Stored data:
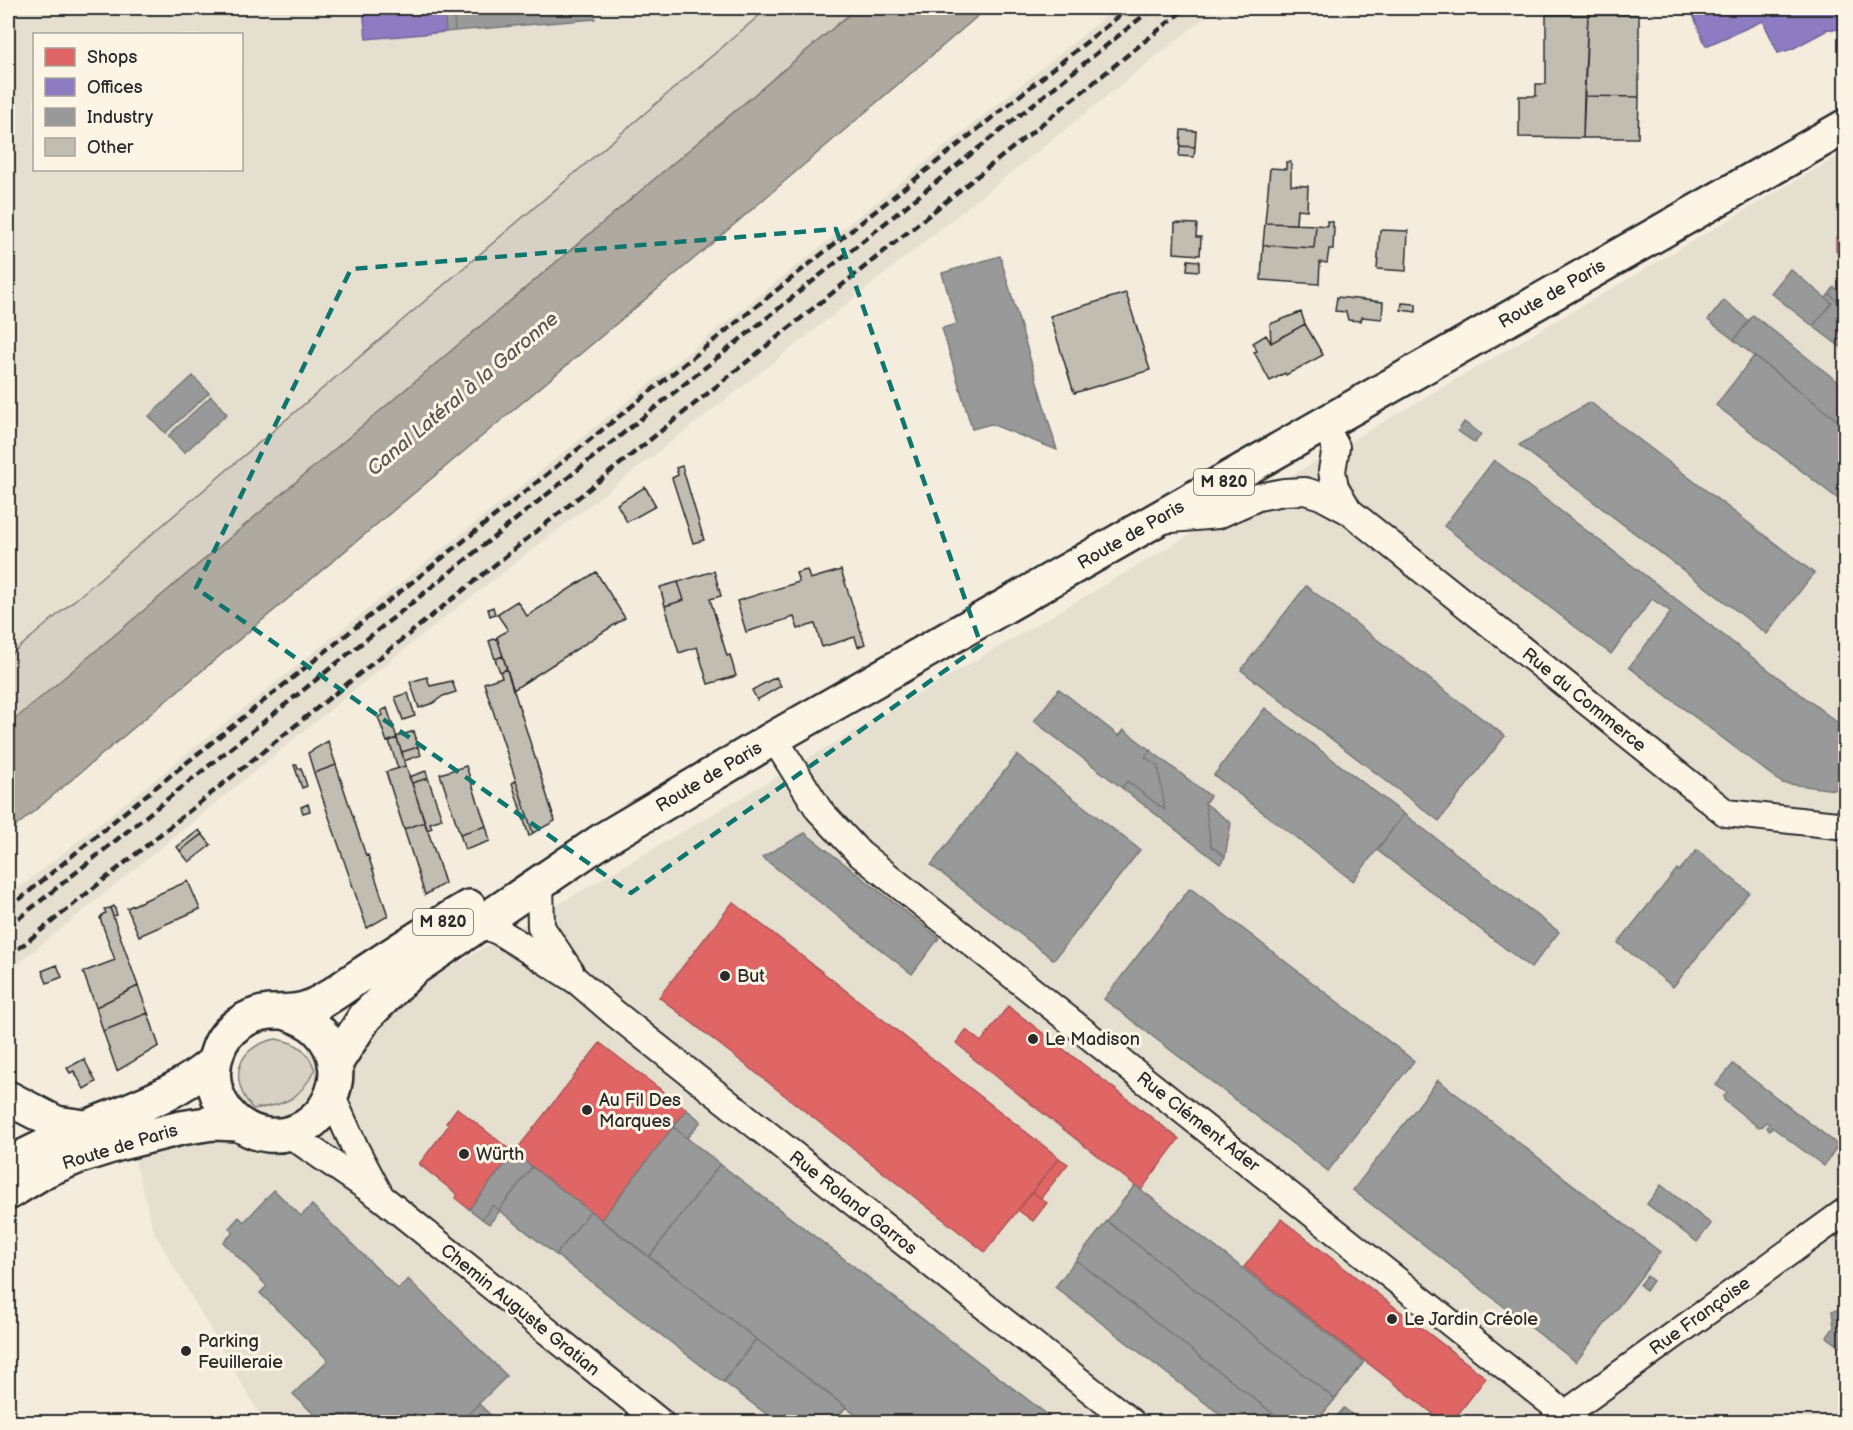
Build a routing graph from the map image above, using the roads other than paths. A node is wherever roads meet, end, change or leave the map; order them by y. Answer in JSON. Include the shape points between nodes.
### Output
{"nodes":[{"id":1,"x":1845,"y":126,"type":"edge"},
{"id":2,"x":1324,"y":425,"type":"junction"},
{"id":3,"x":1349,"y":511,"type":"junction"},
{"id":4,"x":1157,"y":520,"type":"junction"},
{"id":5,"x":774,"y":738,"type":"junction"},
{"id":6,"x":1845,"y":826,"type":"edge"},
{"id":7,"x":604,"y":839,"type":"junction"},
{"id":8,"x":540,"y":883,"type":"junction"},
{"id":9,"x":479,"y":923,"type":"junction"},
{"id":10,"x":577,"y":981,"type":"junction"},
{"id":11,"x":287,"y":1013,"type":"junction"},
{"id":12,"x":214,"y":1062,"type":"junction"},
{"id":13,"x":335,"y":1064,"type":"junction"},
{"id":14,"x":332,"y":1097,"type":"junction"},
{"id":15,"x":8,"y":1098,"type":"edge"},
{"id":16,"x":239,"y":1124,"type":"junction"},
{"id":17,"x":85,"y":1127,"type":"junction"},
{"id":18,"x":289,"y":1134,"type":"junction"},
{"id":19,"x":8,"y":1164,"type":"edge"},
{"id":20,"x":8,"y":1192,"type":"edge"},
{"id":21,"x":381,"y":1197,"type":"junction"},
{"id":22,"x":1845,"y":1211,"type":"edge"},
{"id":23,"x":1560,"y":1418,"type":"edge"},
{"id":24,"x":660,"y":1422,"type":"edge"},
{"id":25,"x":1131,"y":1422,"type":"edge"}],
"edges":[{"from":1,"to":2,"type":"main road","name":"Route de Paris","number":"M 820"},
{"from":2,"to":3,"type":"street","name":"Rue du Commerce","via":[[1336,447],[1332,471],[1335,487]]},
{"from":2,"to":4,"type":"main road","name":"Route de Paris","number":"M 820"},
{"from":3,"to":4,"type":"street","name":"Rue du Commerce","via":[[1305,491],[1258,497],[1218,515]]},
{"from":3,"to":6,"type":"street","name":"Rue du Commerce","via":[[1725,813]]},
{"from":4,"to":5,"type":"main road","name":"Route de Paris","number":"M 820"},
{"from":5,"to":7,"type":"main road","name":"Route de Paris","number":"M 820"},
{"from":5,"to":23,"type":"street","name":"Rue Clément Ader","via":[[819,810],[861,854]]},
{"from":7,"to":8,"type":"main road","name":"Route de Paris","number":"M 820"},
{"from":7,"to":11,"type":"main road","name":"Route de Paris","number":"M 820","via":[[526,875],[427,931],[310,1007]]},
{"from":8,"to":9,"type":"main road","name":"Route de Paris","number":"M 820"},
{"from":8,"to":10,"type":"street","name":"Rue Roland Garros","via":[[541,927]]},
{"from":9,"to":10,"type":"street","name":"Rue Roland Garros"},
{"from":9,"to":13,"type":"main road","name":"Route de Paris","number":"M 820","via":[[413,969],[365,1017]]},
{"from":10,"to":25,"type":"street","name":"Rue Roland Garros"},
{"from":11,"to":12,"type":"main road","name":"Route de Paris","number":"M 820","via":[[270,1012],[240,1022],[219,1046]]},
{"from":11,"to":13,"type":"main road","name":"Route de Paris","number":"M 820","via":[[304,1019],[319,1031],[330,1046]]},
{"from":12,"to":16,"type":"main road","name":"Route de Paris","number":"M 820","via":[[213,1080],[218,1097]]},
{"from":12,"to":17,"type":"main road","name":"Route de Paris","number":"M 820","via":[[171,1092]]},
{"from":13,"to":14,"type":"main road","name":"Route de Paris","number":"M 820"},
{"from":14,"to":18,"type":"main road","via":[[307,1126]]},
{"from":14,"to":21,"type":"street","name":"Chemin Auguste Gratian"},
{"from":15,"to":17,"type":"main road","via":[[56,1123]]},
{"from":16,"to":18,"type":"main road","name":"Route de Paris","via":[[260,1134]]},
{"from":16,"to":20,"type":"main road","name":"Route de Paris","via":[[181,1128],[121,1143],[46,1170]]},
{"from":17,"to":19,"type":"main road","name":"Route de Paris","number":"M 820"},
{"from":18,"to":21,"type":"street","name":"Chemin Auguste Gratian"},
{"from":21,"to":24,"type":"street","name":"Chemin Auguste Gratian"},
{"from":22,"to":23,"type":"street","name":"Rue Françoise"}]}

• **What needs to be done**: Using the records above, count how many lines include the word "Chemin", and reply only with that figure.

• **Answer to the exercise**: 3